- _WORK REQUIRED_
Where a line below holds the string "highway", that line goes into the answer.

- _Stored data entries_
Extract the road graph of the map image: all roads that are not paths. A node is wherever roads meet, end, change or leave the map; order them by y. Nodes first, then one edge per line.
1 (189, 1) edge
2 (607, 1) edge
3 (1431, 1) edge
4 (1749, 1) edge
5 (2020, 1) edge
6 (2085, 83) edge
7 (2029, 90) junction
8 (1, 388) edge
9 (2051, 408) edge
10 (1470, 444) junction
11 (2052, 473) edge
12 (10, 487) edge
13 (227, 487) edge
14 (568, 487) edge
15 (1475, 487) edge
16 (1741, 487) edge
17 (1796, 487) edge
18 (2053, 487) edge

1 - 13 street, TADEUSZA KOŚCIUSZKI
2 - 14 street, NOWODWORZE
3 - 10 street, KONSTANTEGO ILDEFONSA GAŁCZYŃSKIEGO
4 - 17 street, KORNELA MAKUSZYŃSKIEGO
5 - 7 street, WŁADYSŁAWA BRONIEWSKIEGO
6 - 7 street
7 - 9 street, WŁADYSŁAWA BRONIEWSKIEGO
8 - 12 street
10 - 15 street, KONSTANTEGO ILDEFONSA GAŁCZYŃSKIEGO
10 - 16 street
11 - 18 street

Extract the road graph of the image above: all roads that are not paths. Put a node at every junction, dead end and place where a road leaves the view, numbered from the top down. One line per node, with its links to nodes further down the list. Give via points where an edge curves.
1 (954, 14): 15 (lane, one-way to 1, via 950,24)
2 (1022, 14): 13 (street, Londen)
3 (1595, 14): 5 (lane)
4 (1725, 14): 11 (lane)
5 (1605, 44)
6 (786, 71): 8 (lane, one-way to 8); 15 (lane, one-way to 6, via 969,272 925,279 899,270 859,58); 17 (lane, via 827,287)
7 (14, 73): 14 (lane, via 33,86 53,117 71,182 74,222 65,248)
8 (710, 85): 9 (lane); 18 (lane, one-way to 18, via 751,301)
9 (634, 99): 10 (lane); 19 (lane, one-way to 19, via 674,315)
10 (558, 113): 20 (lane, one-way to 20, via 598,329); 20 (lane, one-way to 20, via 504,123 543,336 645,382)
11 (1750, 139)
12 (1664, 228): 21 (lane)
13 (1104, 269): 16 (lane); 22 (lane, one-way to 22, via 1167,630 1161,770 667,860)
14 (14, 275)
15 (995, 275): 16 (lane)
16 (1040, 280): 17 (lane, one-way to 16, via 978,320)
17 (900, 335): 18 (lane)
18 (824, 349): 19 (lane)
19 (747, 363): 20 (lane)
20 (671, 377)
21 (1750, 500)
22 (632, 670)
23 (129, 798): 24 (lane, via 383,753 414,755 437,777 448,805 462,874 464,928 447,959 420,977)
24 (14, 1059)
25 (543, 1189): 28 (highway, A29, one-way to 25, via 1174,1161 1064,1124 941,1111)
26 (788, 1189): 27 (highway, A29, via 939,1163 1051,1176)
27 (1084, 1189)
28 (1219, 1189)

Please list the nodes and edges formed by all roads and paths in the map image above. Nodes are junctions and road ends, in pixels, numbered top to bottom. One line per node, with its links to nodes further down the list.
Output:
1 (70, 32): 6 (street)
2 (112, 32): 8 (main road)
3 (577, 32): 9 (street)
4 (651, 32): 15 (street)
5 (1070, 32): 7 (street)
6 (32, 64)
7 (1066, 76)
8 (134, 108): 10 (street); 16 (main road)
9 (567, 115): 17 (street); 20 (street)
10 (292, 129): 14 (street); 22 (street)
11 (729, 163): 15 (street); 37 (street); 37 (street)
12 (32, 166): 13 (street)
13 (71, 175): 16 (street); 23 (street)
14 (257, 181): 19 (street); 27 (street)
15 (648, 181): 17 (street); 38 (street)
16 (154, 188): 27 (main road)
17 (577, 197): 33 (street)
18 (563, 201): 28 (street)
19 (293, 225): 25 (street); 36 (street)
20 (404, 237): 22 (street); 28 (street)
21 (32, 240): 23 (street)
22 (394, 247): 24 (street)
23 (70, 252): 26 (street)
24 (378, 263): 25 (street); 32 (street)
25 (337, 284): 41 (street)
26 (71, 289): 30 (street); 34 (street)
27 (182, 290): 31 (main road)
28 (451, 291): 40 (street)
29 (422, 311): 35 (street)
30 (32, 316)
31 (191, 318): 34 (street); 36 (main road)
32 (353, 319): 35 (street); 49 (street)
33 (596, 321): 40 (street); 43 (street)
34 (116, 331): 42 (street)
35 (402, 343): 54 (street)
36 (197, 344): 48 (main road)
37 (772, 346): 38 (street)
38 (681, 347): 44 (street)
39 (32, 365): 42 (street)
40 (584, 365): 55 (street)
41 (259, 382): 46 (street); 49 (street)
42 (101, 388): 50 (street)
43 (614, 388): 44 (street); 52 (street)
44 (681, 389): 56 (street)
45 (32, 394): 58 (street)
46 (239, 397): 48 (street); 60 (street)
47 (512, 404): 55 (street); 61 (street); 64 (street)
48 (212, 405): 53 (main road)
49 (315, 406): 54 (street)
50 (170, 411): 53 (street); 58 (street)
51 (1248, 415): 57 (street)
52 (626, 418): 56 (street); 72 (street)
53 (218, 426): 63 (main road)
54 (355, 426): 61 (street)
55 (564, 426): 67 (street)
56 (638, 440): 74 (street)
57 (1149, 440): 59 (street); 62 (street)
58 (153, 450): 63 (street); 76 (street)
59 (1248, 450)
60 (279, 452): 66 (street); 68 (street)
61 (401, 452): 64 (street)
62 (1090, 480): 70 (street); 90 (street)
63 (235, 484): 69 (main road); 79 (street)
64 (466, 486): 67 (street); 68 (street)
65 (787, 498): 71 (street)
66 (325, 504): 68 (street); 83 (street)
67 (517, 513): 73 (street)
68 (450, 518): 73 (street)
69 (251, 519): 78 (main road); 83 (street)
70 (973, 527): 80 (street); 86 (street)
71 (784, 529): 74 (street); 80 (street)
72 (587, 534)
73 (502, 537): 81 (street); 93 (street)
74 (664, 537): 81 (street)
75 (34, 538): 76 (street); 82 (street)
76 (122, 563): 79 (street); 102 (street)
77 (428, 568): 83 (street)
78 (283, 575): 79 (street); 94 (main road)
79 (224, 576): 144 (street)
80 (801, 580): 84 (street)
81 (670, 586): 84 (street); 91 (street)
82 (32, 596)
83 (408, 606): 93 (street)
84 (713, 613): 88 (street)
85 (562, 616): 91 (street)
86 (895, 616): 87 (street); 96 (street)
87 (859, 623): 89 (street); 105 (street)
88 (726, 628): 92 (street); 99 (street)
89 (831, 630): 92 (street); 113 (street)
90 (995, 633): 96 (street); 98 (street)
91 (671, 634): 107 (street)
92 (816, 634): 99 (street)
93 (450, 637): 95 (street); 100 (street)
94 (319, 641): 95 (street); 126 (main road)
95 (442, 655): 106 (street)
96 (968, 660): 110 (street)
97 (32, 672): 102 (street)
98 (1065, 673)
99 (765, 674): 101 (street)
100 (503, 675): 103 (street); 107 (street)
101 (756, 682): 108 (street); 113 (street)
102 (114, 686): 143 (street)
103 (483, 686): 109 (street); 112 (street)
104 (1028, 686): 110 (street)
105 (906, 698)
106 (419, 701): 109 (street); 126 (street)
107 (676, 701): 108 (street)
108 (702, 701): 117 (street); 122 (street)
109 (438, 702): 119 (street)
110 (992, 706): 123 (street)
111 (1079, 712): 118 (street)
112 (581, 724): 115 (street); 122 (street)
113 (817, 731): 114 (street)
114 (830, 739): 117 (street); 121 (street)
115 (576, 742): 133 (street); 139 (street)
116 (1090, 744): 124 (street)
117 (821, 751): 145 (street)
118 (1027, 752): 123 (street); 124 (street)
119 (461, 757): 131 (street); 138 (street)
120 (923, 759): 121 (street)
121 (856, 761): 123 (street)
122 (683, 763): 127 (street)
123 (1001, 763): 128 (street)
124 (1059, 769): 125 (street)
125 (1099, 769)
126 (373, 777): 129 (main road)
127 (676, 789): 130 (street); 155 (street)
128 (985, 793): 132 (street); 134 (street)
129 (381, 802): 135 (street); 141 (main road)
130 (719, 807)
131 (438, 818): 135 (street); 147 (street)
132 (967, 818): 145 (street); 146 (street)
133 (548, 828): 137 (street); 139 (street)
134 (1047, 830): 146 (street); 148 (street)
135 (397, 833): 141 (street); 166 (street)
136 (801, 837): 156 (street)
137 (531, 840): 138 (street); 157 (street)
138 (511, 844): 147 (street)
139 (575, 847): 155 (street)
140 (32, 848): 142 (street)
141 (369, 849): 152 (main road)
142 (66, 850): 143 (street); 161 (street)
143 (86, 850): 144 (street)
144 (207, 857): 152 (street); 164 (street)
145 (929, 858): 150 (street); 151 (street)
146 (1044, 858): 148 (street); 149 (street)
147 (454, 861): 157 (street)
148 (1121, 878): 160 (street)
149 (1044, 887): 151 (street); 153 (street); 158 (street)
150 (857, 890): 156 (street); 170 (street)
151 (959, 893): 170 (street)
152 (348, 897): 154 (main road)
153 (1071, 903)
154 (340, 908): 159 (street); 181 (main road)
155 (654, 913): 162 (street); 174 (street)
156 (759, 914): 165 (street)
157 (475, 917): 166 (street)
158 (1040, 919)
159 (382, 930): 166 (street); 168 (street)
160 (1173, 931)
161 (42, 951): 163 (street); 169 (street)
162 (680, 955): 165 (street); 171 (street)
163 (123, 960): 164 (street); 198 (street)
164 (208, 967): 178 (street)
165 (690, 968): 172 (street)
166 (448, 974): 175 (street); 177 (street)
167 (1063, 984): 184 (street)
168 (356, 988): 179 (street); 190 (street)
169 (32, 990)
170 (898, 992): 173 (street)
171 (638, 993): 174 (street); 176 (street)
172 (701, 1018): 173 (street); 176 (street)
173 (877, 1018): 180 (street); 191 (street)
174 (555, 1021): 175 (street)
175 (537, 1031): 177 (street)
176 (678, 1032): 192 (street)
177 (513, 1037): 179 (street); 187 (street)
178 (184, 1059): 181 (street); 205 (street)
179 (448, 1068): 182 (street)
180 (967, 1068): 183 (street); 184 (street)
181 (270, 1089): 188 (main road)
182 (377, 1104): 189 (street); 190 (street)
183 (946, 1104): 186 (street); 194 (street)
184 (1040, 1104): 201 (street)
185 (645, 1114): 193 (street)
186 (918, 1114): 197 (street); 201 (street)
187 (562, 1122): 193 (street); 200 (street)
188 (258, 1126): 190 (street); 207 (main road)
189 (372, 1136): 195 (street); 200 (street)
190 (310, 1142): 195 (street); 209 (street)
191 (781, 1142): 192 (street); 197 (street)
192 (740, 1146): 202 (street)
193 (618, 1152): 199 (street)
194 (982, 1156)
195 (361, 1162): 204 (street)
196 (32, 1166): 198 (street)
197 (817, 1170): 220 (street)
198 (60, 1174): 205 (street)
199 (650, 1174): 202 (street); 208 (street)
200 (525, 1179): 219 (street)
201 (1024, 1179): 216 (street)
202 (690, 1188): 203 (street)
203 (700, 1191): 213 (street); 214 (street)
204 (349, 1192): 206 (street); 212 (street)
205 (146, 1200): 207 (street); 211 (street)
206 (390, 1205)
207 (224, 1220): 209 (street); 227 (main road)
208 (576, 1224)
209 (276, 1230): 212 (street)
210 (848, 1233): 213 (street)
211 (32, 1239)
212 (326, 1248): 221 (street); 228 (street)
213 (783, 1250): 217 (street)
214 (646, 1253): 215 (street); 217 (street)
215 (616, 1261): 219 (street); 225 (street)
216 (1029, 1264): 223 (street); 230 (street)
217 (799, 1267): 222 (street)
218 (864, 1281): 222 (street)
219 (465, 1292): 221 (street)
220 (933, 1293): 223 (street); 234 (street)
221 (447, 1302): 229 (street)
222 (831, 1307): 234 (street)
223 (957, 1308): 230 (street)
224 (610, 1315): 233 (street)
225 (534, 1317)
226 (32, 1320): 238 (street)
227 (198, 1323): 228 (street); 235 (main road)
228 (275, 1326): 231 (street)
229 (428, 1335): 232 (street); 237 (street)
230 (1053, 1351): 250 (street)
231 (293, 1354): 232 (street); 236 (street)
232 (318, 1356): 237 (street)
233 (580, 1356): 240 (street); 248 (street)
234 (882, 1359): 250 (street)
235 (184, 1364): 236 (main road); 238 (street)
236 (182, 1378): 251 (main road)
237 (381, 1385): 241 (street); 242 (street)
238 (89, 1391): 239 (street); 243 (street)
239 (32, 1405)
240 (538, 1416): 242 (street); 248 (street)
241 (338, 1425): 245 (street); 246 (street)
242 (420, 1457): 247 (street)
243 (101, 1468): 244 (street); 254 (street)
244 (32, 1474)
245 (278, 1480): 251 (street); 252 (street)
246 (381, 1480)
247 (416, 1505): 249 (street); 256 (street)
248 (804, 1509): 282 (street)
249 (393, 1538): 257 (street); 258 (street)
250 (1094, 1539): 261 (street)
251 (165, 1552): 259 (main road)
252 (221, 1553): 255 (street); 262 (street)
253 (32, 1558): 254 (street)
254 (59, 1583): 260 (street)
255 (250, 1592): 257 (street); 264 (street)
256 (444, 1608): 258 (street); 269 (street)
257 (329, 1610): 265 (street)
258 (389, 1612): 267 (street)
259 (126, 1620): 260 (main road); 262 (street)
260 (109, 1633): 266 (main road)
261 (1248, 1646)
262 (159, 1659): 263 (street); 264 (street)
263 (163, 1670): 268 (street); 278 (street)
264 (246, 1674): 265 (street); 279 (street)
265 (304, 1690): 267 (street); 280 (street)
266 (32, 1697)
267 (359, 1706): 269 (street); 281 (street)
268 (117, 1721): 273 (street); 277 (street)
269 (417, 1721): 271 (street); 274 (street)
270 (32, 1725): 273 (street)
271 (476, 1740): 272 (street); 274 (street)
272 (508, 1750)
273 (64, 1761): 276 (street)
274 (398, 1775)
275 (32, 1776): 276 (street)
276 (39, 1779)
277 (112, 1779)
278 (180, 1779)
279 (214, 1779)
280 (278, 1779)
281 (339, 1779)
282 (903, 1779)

- _RESPONSE AREA_
25 (543, 1189): 28 (highway, A29, one-way to 25, via 1174,1161 1064,1124 941,1111)
26 (788, 1189): 27 (highway, A29, via 939,1163 1051,1176)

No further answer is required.